As you can see, not all fields in the data file are to be loaded into the table. The source latitude and longitude fields will not be loaded, nor will the decimal versions of the primary latitude and longitude. The FIPS coding will also be omitted.

The Control File

The following control file will be used to load the feature name data for the State of Michigan:

LOAD DATA
   APPEND INTO TABLE gfn_gnis_feature_names
   (
   gfn_state_abbr CHAR TERMINATED BY "," ENCLOSED BY '"',
   gfn_feature_name CHAR TERMINATED BY "," ENCLOSED BY '"',
   gfn_feature_type CHAR TERMINATED BY "," ENCLOSED BY '"',
   gfn_county_name CHAR TERMINATED BY "," ENCLOSED BY '"',
   gfn_fips_state_code FILLER INTEGER EXTERNAL
      TERMINATED BY "," ENCLOSED BY '"',
   gfn_fips_county_code FILLER INTEGER EXTERNAL
      TERMINATED BY "," ENCLOSED BY '"',
   gfn_primary_latitude_dms CHAR TERMINATED BY "," ENCLOSED BY '"',
   gfn_primary_longitude_dms CHAR TERMINATED BY "," ENCLOSED BY '"',
   gfn_primary_latitude_dec FILLER DECIMAL EXTERNAL 
      TERMINATED BY "," ENCLOSED BY '"',
   gfn_primary_longitude_dec FILLER DECIMAL EXTERNAL 
      TERMINATED BY "," ENCLOSED BY '"',
   gfn_source_latitude_dms FILLER CHAR 
      TERMINATED BY "," ENCLOSED BY '"',
   gfn_source_longitude_dms FILLER CHAR 
      TERMINATED BY "," ENCLOSED BY '"',
   gfn_source_latitude_dec FILLER DECIMAL EXTERNAL 
      TERMINATED BY "," ENCLOSED BY '"',
   gfn_source_longitude_dec FILLER DECIMAL EXTERNAL 
      TERMINATED BY "," ENCLOSED BY '"',
   gfn_elevation DECIMAL EXTERNAL 
      TERMINATED BY "," ENCLOSED BY '"',
   gfn_population INTEGER EXTERNAL 
      TERMINATED BY "," ENCLOSED BY '"',
   gfn_cell_name CHAR TERMINATED BY "," ENCLOSED BY '"'
   )

Some explanations are in order. The LOAD DATA command tells SQL*Loader that you are going to load data from an operating system file into a database table. Everything else that you see in this particular control file represents a clause of the LOAD DATA command.

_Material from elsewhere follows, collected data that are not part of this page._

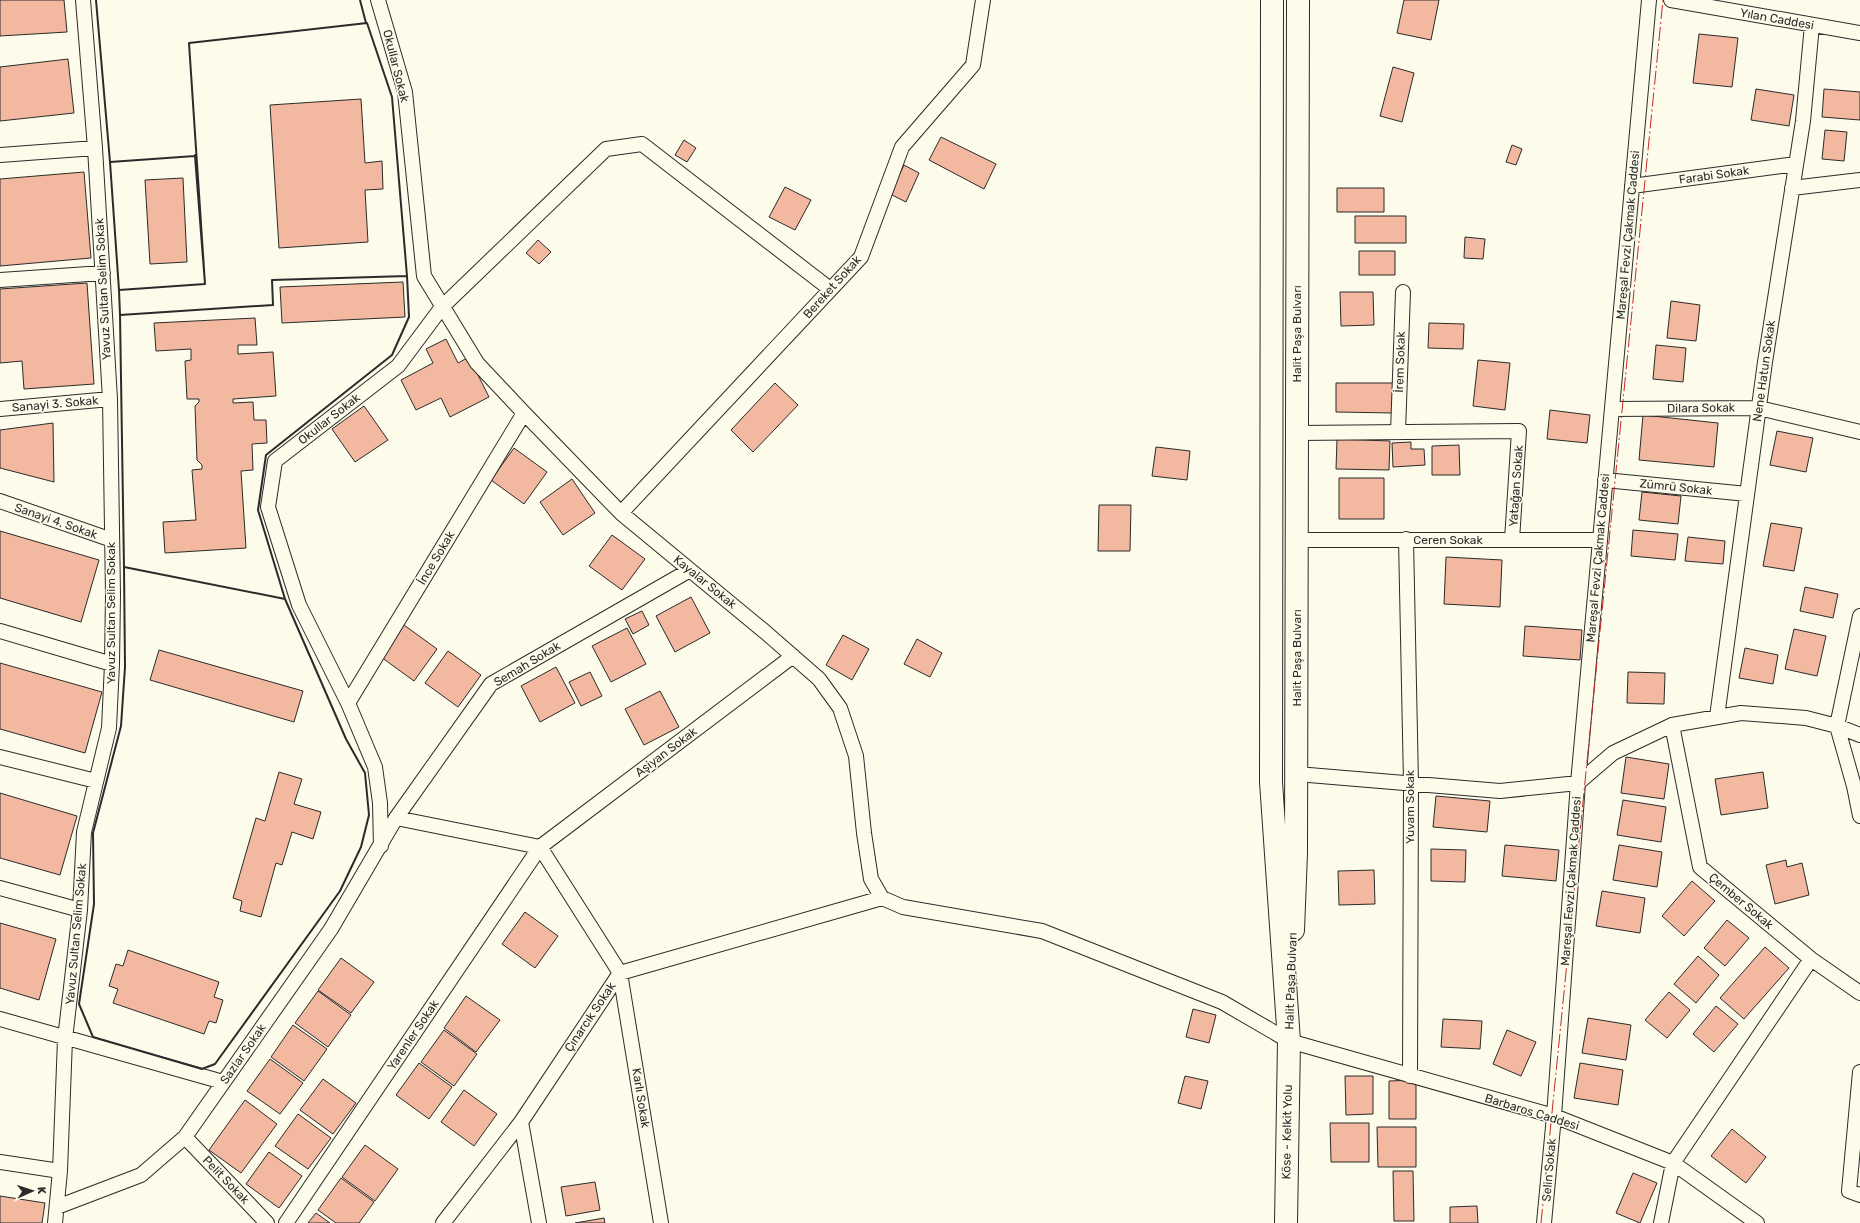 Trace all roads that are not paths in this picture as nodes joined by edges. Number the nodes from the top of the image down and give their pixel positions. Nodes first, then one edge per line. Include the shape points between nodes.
1 (83, 0) edge
2 (378, 0) edge
3 (983, 0) edge
4 (1272, 0) edge
5 (1298, 0) edge
6 (1649, 0) edge
7 (1671, 0) edge
8 (1812, 25) junction
9 (1860, 34) edge
10 (95, 148) junction
11 (0, 155) edge
12 (1796, 164) junction
13 (1860, 180) edge
14 (1632, 186) junction
15 (1792, 188) junction
16 (103, 273) junction
17 (0, 280) edge
18 (830, 290) junction
19 (1403, 292) dead end
20 (442, 307) junction
21 (110, 399) junction
22 (0, 408) edge
23 (1759, 408) junction
24 (1612, 409) junction
25 (524, 413) junction
26 (1297, 432) junction
27 (1398, 432) junction
28 (1860, 432) edge
29 (1606, 480) junction
30 (1747, 494) junction
31 (0, 502) edge
32 (621, 513) junction
33 (1406, 539) junction
34 (112, 540) junction
35 (1297, 540) junction
36 (1512, 540) junction
37 (1600, 540) junction
38 (690, 570) junction
39 (1860, 616) edge
40 (0, 631) edge
41 (793, 656) junction
42 (112, 664) junction
43 (348, 703) junction
44 (1717, 717) junction
45 (1672, 725) junction
46 (1837, 726) junction
47 (1860, 735) edge
48 (0, 757) edge
49 (1297, 774) junction
50 (96, 781) junction
51 (1411, 783) junction
52 (1578, 783) junction
53 (1857, 787) edge
54 (1860, 816) edge
55 (396, 818) junction
56 (381, 846) junction
57 (540, 847) junction
58 (0, 888) edge
59 (882, 898) junction
60 (80, 910) junction
61 (1811, 959) junction
62 (620, 973) junction
63 (1860, 993) edge
64 (0, 1019) edge
65 (65, 1039) junction
66 (1289, 1041) junction
67 (1860, 1072) edge
68 (1410, 1076) junction
69 (223, 1082) junction
70 (1554, 1116) junction
71 (521, 1122) junction
72 (185, 1137) junction
73 (0, 1162) edge
74 (1673, 1163) junction
75 (60, 1171) junction
76 (1855, 1193) edge
77 (57, 1207) junction
78 (55, 1223) edge
79 (267, 1223) edge
80 (286, 1223) edge
81 (443, 1223) edge
82 (539, 1223) edge
83 (661, 1223) edge
84 (1286, 1223) edge
85 (1544, 1223) edge
86 (1661, 1223) edge
87 (1757, 1223) edge

1 - 10 street, Yavuz Sultan Selim Sokak
2 - 20 street, Okullar Sokak via 404,92 424,276
3 - 18 street, Bereket Sokak via 973,65 902,147 861,257
4 - 66 main road, Halit Paşa Bulvarı via 1271,782
5 - 26 main road, Halit Paşa Bulvarı
6 - 14 street, Mareşal Fevzi Çakmak Caddesi
7 - 8 street, Yılan Caddesi
8 - 9 street, Yılan Caddesi
8 - 12 street, Nene Hatun Sokak via 1803,121
10 - 11 street
10 - 16 street, Yavuz Sultan Selim Sokak
12 - 14 street, Farabi Sokak
12 - 15 street, Nene Hatun Sokak
13 - 15 street
14 - 24 street, Mareşal Fevzi Çakmak Caddesi
15 - 23 street, Nene Hatun Sokak
16 - 17 street
16 - 21 street, Yavuz Sultan Selim Sokak
18 - 20 street via 642,144 606,149
18 - 32 street, Bereket Sokak
19 - 27 street, İrem Sokak
20 - 25 street, Kayalar Sokak via 477,363
20 - 43 street, Okullar Sokak via 398,366 275,461 268,507 299,605
21 - 22 street, Sanayi 3. Sokak
21 - 34 street, Yavuz Sultan Selim Sokak
23 - 24 street, Dilara Sokak
23 - 28 street, Dilara Sokak
23 - 30 street, Nene Hatun Sokak
24 - 29 street, Mareşal Fevzi Çakmak Caddesi
25 - 32 street, Kayalar Sokak
25 - 43 street, İnce Sokak
26 - 27 street
26 - 35 main road, Halit Paşa Bulvarı
27 - 36 street, Yatağan Sokak via 1519,431
29 - 30 street, Zümrü Sokak
29 - 37 street, Mareşal Fevzi Çakmak Caddesi
30 - 44 street, Nene Hatun Sokak
31 - 34 street, Sanayi 4. Sokak
32 - 38 street, Kayalar Sokak
33 - 35 street, Ceren Sokak
33 - 36 street, Ceren Sokak
33 - 51 street, Yuvam Sokak
34 - 42 street, Yavuz Sultan Selim Sokak
35 - 49 main road, Halit Paşa Bulvarı
36 - 37 street, Ceren Sokak
37 - 52 street, Mareşal Fevzi Çakmak Caddesi
38 - 41 street, Kayalar Sokak
38 - 55 street, Semah Sokak via 492,684
39 - 46 street
40 - 42 street
41 - 57 street, Aşiyan Sokak
41 - 59 street, Kayalar Sokak via 820,679 840,708 856,756 871,879
42 - 50 street, Yavuz Sultan Selim Sokak via 109,728
43 - 56 street, Okullar Sokak via 375,767 380,803
44 - 45 street
44 - 46 street via 1741,713 1806,718
45 - 52 street via 1613,754
45 - 61 street, Çember Sokak via 1700,868
46 - 47 street
46 - 53 street
48 - 50 street
49 - 51 street
49 - 66 main road, Halit Paşa Bulvarı
50 - 60 street, Yavuz Sultan Selim Sokak via 84,832
51 - 52 street via 1500,791
51 - 68 street, Yuvam Sokak
52 - 70 street, Mareşal Fevzi Çakmak Caddesi
53 - 54 street
55 - 56 street, Semah Sokak
55 - 57 street
56 - 69 street, Sazlar Sokak via 331,928
57 - 62 street
57 - 80 street, Yarenler Sokak
58 - 60 street
59 - 62 street, Çınarcık Sokak
59 - 66 street, Barbaros Caddesi via 903,907 1042,931 1222,1002
60 - 65 street, Yavuz Sultan Selim Sokak
61 - 63 street, Çember Sokak
61 - 74 street
62 - 71 street, Çınarcık Sokak
62 - 83 street, Karlı Sokak
64 - 65 street
65 - 69 street
65 - 75 street, Yavuz Sultan Selim Sokak
66 - 68 street, Barbaros Caddesi
66 - 84 main road, Köse - Kelkit Yolu
67 - 76 street
68 - 70 street, Barbaros Caddesi
69 - 72 street, Sazlar Sokak
70 - 74 street, Barbaros Caddesi
70 - 85 street, Selin Sokak
71 - 81 street, Çınarcık Sokak
71 - 82 street
72 - 77 street, Sazlar Sokak via 141,1175
72 - 79 street, Pelit Sokak
73 - 75 street
74 - 86 street
74 - 87 street, Barbaros Caddesi
75 - 77 street, Yavuz Sultan Selim Sokak
77 - 78 street, Yavuz Sultan Selim Sokak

The destination table is identified by the following INTO TABLE clause:

APPEND INTO TABLE gfn_gnis_feature_names

The APPEND keyword tells SQL*Loader to preserve any preexisting data in the table. Other options allow you to delete preexisting data, or to fail with an error if the table is not empty to begin with.

The field definitions are all contained within parentheses, and are separated from each other by commas. The fields in the data file are delimited by commas, and are also enclosed by double quotes. The following clause is used at the end of each field definition to pass this delimiter and enclosure information to SQL*Loader:

 TERMINATED BY "," ENCLOSED BY '"'

The following three datatypes are used in this control file. They have no bearing on, or relationship to, the database datatypes of the columns being loaded. The purpose of the datatypes in the control file is to describe the data being loaded from the input data file:

CHAR: Tells SQL*Loader that a field is a text field.
INTEGER EXTERNAL: Tells SQL*Loader that a field is an integer represented using the text digits “0” through “9”.
DECIMAL EXTERNAL: Tells SQL*Loader that a field is a decimal value represented using the text digits “0” through “9” and an optional decimal point (“.”).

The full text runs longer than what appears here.